=== DIRECTIONS ===
Across the following data, how many lines include the string "Разина"? Reply with the number and nothing more.

=== Items listed in a dataset ===
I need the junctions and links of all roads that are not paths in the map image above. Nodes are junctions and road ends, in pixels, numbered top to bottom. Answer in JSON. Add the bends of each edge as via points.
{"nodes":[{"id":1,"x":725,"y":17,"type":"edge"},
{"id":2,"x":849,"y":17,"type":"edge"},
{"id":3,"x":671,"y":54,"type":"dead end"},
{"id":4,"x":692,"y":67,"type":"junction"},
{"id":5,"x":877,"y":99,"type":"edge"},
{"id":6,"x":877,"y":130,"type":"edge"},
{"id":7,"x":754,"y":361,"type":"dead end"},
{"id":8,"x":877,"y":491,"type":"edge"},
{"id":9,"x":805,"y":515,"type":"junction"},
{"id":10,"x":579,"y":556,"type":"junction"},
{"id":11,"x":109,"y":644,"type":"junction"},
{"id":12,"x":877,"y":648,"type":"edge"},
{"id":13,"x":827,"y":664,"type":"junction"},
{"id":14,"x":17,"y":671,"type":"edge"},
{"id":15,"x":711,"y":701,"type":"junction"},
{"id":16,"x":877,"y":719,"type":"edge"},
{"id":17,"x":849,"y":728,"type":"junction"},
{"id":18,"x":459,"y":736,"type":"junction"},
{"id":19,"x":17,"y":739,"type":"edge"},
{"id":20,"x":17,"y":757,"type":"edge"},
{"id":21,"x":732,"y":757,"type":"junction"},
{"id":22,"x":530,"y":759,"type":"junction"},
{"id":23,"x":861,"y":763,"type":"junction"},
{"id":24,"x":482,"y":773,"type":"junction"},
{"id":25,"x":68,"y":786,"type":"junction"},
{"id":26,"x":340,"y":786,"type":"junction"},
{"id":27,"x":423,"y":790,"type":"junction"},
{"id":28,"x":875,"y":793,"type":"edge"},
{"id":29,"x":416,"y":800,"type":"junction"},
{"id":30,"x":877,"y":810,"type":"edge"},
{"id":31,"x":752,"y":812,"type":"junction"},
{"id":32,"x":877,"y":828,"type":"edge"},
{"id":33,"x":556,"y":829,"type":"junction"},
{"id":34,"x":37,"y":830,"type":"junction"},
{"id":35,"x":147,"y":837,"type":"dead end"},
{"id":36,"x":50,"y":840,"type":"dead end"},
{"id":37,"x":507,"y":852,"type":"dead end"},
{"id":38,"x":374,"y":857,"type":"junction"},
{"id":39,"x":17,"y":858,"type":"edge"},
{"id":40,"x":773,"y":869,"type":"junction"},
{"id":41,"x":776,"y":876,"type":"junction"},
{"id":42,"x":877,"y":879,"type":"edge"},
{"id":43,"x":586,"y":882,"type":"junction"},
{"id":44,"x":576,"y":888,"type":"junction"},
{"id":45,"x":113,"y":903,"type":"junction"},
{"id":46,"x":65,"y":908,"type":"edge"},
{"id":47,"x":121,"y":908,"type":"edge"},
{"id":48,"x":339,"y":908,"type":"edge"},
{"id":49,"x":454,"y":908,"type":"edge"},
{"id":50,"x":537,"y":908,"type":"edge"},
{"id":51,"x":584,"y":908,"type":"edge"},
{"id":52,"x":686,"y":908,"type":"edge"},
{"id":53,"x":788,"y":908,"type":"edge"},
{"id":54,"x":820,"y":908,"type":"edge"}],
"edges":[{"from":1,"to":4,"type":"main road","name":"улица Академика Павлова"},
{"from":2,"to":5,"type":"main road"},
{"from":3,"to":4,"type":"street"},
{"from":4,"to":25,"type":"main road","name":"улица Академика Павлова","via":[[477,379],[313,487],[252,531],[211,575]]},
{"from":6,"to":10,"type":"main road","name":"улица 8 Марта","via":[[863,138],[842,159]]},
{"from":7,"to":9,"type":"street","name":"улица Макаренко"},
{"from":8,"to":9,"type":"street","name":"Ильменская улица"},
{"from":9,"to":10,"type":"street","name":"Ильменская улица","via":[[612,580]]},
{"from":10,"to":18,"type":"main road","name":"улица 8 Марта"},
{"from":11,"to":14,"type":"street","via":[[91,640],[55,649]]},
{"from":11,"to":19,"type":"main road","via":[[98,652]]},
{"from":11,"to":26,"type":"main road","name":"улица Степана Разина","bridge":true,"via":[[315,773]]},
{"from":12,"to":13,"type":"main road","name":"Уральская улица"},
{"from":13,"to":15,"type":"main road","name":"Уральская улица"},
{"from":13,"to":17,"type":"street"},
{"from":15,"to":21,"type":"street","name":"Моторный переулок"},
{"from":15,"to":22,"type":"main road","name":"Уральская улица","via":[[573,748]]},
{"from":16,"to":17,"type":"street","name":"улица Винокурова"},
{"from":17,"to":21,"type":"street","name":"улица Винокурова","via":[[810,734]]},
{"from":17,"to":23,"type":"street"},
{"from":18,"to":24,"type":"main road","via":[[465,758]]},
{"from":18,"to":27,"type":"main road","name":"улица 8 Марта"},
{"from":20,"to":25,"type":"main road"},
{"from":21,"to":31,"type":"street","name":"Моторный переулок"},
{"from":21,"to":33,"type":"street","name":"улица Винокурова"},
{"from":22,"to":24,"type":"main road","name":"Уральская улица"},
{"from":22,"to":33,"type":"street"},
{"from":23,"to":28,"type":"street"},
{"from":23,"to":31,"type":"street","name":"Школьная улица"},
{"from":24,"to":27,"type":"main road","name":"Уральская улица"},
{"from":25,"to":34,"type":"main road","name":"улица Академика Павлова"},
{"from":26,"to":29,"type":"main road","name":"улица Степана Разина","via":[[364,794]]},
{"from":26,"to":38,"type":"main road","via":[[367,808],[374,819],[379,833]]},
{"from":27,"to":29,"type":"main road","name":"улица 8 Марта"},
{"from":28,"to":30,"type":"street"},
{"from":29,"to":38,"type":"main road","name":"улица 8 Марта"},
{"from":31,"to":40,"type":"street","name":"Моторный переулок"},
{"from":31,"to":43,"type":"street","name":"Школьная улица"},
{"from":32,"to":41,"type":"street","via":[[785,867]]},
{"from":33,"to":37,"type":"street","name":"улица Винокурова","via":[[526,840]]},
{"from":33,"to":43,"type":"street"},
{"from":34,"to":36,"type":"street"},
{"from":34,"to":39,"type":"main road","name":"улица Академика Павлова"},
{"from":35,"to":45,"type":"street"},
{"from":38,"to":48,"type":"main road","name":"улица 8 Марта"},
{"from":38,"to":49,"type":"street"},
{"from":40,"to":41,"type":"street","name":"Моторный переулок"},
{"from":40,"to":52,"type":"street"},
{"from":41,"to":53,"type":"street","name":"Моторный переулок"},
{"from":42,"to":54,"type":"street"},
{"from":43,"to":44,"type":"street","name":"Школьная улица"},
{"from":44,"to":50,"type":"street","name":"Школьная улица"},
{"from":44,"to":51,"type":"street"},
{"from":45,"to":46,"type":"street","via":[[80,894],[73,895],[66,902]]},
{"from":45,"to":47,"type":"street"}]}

=== ANSWER FOR THE TASK ===
2